Maybe too much. Loya’s mother died of cancer when he was nine, leaving him with a little brother and a Bible-thumping father for emotionalsupport. He sought comfort in an older female neighbor, who repeatedly molested him. Meanwhile, his father tried to beat the demons out of him. After an especially brutal pummeling at age 16, Loya plunged a steak knife into his father’s neck. The old man survived, but Loya landed in county custody, embarking from there on a decade-long crime spree that included auto theft, larceny, fraud, and, finally, the bank robberies that landed him in prison.

“No adventure is like solitary,” he said, gliding into another lane. “It’s almost erotic, like—like masturbation. You don’t rely on anyone else to pleasure you. You just do it yourself. Solitary is just you creating your own universe with you at the center of it, to sleep, to read, to jack off, to think, to be with yourself.”

He glanced at me and grinned. “When you come out of solitary, you know that you’ve taken stock of yourself. You know who you are.”

In his case, that meant discovering a knack for the pen.

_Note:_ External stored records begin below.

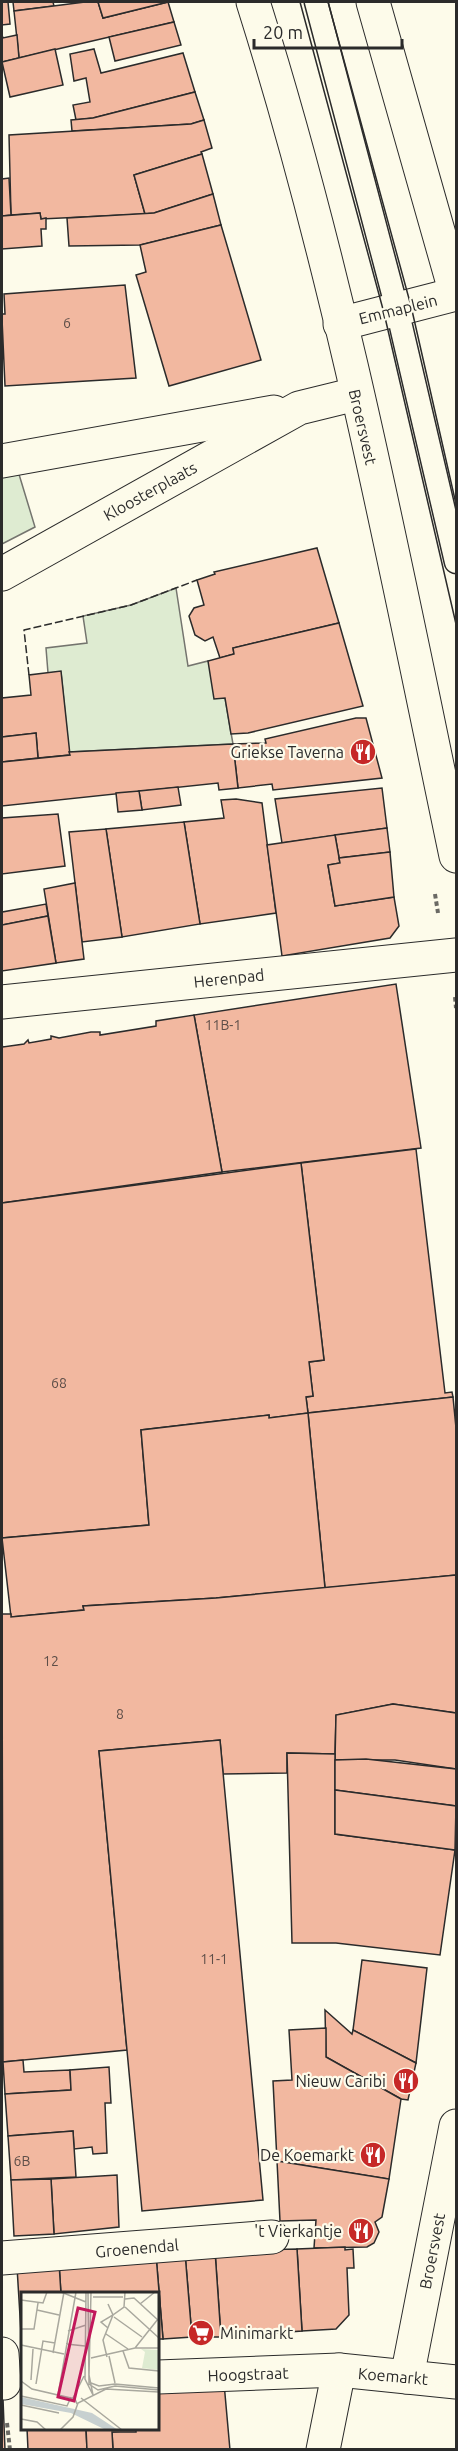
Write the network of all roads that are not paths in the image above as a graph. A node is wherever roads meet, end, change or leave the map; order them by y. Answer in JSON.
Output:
{"nodes":[{"id":1,"x":253,"y":2,"type":"edge"},
{"id":2,"x":316,"y":2,"type":"edge"},
{"id":3,"x":373,"y":2,"type":"edge"},
{"id":4,"x":456,"y":294,"type":"edge"},
{"id":5,"x":397,"y":309,"type":"junction"},
{"id":6,"x":339,"y":324,"type":"junction"},
{"id":7,"x":356,"y":394,"type":"junction"},
{"id":8,"x":299,"y":408,"type":"junction"},
{"id":9,"x":2,"y":460,"type":"edge"},
{"id":10,"x":456,"y":562,"type":"edge"},
{"id":11,"x":2,"y":574,"type":"edge"},
{"id":12,"x":456,"y":856,"type":"edge"},
{"id":13,"x":456,"y":955,"type":"edge"},
{"id":14,"x":2,"y":1002,"type":"edge"},
{"id":15,"x":456,"y":2126,"type":"edge"},
{"id":16,"x":272,"y":2237,"type":"dead end"},
{"id":17,"x":2,"y":2258,"type":"edge"},
{"id":18,"x":339,"y":2370,"type":"junction"},
{"id":19,"x":159,"y":2377,"type":"edge"},
{"id":20,"x":407,"y":2377,"type":"junction"},
{"id":21,"x":456,"y":2382,"type":"edge"},
{"id":22,"x":323,"y":2450,"type":"edge"}],
"edges":[{"from":1,"to":6,"type":"street","name":"Broersvest"},
{"from":2,"to":5,"type":"lane"},
{"from":3,"to":4,"type":"street"},
{"from":4,"to":5,"type":"street","name":"Emmaplein"},
{"from":5,"to":6,"type":"street","name":"Emmaplein"},
{"from":5,"to":10,"type":"lane"},
{"from":6,"to":7,"type":"street","name":"Broersvest"},
{"from":7,"to":8,"type":"street","name":"Kloosterplaats"},
{"from":7,"to":12,"type":"street","name":"Broersvest"},
{"from":8,"to":9,"type":"street","name":"Kloosterplaats"},
{"from":8,"to":11,"type":"street","name":"Kloosterplaats"},
{"from":13,"to":14,"type":"street","name":"Herenpad"},
{"from":15,"to":20,"type":"street","name":"Broersvest"},
{"from":16,"to":17,"type":"street","name":"Groenendal"},
{"from":18,"to":19,"type":"street","name":"Hoogstraat"},
{"from":18,"to":20,"type":"street","name":"Koemarkt"},
{"from":18,"to":22,"type":"street","name":"Koemarkt"},
{"from":20,"to":21,"type":"street","name":"Koemarkt"}]}
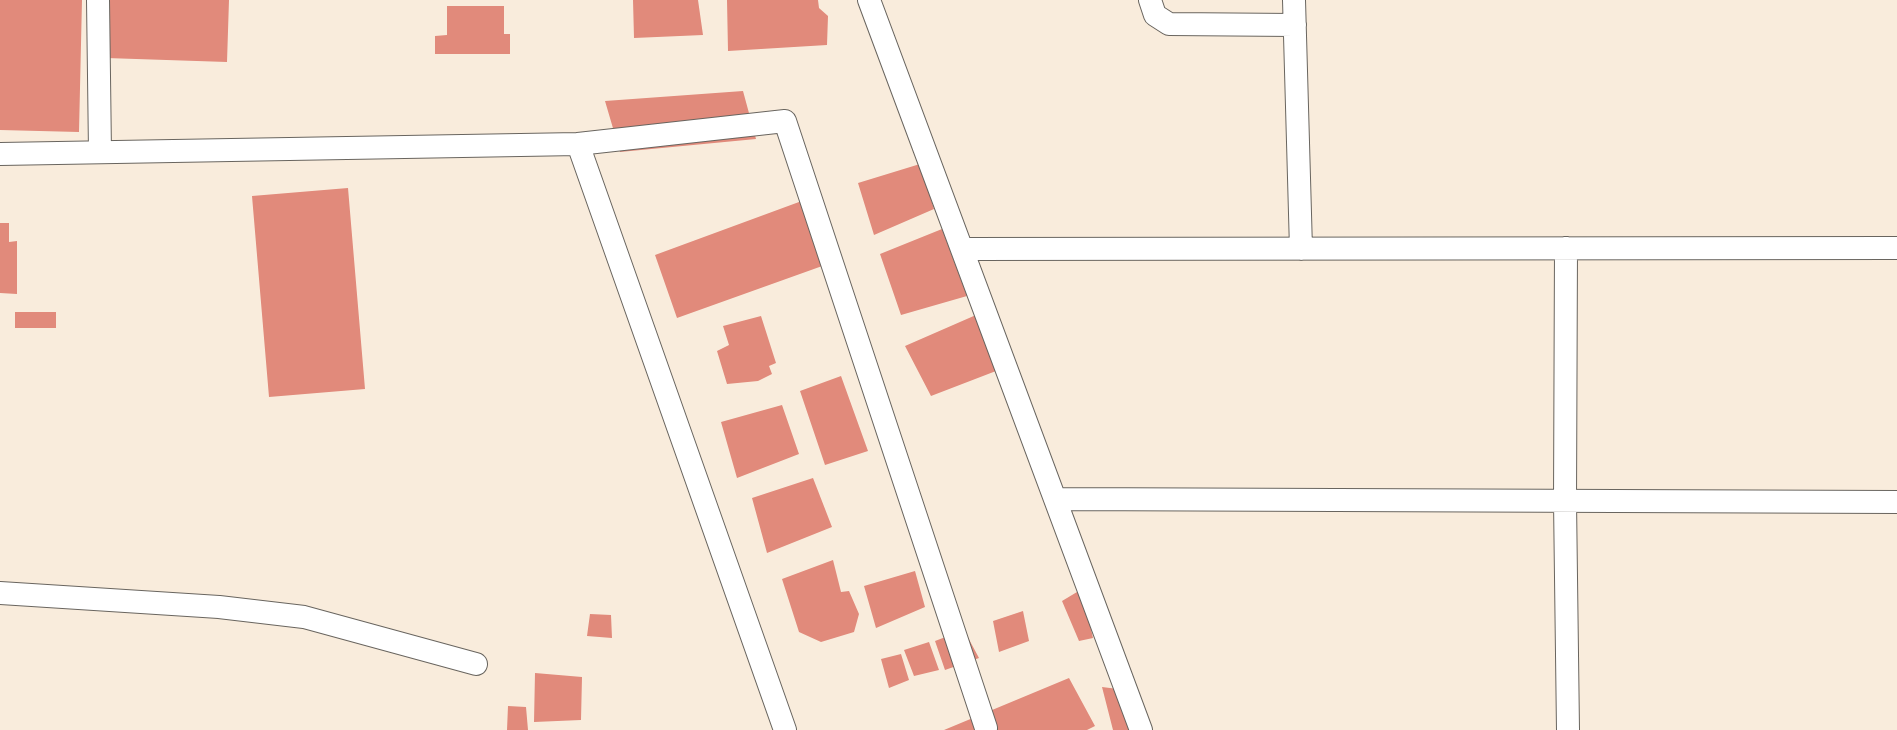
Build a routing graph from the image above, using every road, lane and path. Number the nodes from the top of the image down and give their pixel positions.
1 (98, 0) edge
2 (869, 0) edge
3 (1150, 0) edge
4 (1294, 0) edge
5 (1295, 26) junction
6 (578, 144) junction
7 (100, 152) junction
8 (0, 154) edge
9 (1566, 248) junction
10 (1897, 248) edge
11 (963, 249) junction
12 (1301, 249) junction
13 (1055, 499) junction
14 (1565, 501) junction
15 (1897, 502) edge
16 (0, 593) edge
17 (476, 664) dead end
18 (986, 728) dead end
19 (784, 730) edge
20 (1141, 730) edge
21 (1568, 730) edge

1 - 7 street
2 - 11 street
3 - 5 street
4 - 5 street
5 - 12 street
6 - 7 street
6 - 18 street
6 - 19 street
7 - 8 street
9 - 10 street
9 - 12 street
9 - 14 street
11 - 12 street
11 - 13 street
13 - 14 street
13 - 20 street
14 - 15 street
14 - 21 street
16 - 17 street

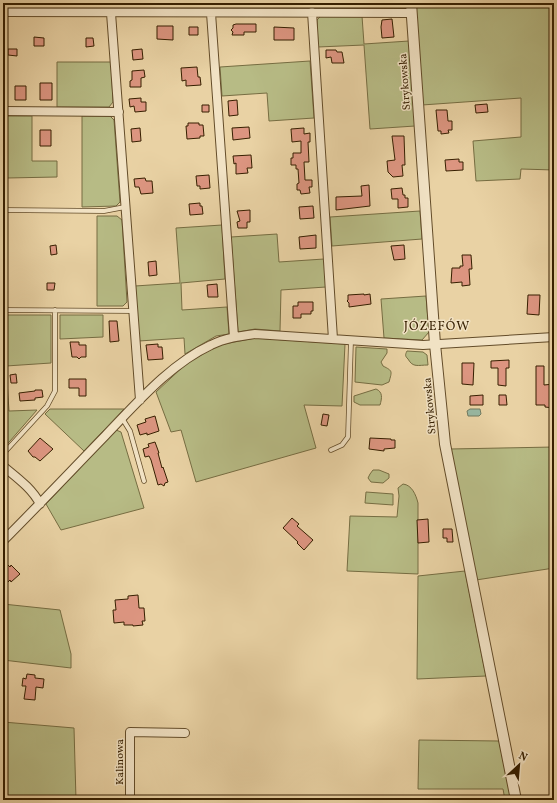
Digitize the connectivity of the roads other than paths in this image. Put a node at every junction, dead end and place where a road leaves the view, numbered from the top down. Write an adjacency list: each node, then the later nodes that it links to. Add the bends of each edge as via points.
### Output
1 (411, 8): 3 (street); 17 (street, Strykowska)
2 (3, 12): 4 (street)
3 (312, 12): 5 (street); 15 (street)
4 (111, 13): 5 (street); 7 (street)
5 (211, 13): 13 (street)
6 (3, 111): 7 (street)
7 (119, 112): 8 (street)
8 (125, 206): 9 (lane, via 104,211); 12 (street)
9 (3, 210)
10 (3, 310): 11 (lane)
11 (55, 310): 12 (lane); 21 (lane, via 56,387 53,397)
12 (134, 311): 18 (street)
13 (234, 337): 15 (street, via 255,334); 18 (street, via 211,344 192,356)
14 (554, 337): 17 (street)
15 (333, 339): 16 (street)
16 (352, 340): 17 (street); 20 (lane, via 348,437 342,445)
17 (435, 344): 28 (street, Strykowska, via 445,444)
18 (140, 400): 19 (street)
19 (122, 418): 23 (lane, via 130,431); 24 (street)
20 (331, 450)
21 (3, 454)
22 (3, 466): 24 (street, via 36,496)
23 (144, 481)
24 (40, 504): 25 (street)
25 (3, 541)
26 (186, 733): 27 (street, Kalinowa, via 130,732)
27 (130, 800)
28 (516, 800)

Halfway through his prison sentence, Loya struck up a correspondence with the writer Richard Rodriguez, who emboldened him to pursue his literary tendencies. Six years after his release, Loya starred in a one-man show he’d written about his past called The Man Who Outgrew His Prison Cell, which HarperCollins later published as a memoir.

The exit for San Leandro loomed ahead. Loya zipped across three lanes, pivoted east, then doglegged through an upscale neighborhood. “Pretentious bullshit,” he muttered at a sign featuring the word “estates” in floral script. We pulled up to a cream-colored house with rust-brown trim. Inside, the living room radiated newness. Black-and-white photographs of sidewalk cafés in foreign lands were propped against the walls, waiting to be hung. Teddy bears, blankets, and teething toys were scattered on the floor. Just a few months earlier, Loya and his wife had been nesting in East Oakland, but they decamped after five shootings occurred within a few blocks of their home. The safety of their 16-month-old daughter trumped their desire to help “foster community.”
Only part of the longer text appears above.